What the task asks:
Where the records hold the string "main", show the whole line it sits on.

Record extracts:
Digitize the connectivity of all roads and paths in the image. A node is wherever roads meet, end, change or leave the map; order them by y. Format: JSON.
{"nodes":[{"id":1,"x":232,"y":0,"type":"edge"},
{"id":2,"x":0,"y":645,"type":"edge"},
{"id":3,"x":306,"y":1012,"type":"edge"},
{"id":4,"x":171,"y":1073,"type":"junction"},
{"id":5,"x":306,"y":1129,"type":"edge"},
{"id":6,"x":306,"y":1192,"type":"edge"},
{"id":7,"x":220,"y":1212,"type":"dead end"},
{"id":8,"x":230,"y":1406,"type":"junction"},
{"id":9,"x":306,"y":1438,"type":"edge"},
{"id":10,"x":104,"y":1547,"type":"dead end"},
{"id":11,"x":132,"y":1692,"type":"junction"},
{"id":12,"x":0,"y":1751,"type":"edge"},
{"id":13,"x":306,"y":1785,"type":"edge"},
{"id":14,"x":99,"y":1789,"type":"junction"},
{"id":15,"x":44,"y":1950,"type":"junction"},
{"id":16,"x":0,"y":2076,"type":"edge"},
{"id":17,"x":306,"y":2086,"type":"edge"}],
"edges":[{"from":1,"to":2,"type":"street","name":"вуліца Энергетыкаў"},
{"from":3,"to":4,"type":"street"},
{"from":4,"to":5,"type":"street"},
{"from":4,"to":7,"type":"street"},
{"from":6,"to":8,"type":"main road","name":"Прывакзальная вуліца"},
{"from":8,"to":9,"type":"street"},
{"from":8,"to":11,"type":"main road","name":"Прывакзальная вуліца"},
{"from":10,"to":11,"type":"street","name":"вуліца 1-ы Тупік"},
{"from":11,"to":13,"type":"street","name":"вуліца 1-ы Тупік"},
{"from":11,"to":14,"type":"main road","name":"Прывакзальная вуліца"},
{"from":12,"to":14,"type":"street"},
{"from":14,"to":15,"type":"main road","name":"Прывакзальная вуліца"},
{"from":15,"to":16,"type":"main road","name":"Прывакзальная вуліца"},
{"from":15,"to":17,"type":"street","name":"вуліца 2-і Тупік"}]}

Output of the task:
{"from":6,"to":8,"type":"main road","name":"Прывакзальная вуліца"},
{"from":8,"to":11,"type":"main road","name":"Прывакзальная вуліца"},
{"from":11,"to":14,"type":"main road","name":"Прывакзальная вуліца"},
{"from":14,"to":15,"type":"main road","name":"Прывакзальная вуліца"},
{"from":15,"to":16,"type":"main road","name":"Прывакзальная вуліца"},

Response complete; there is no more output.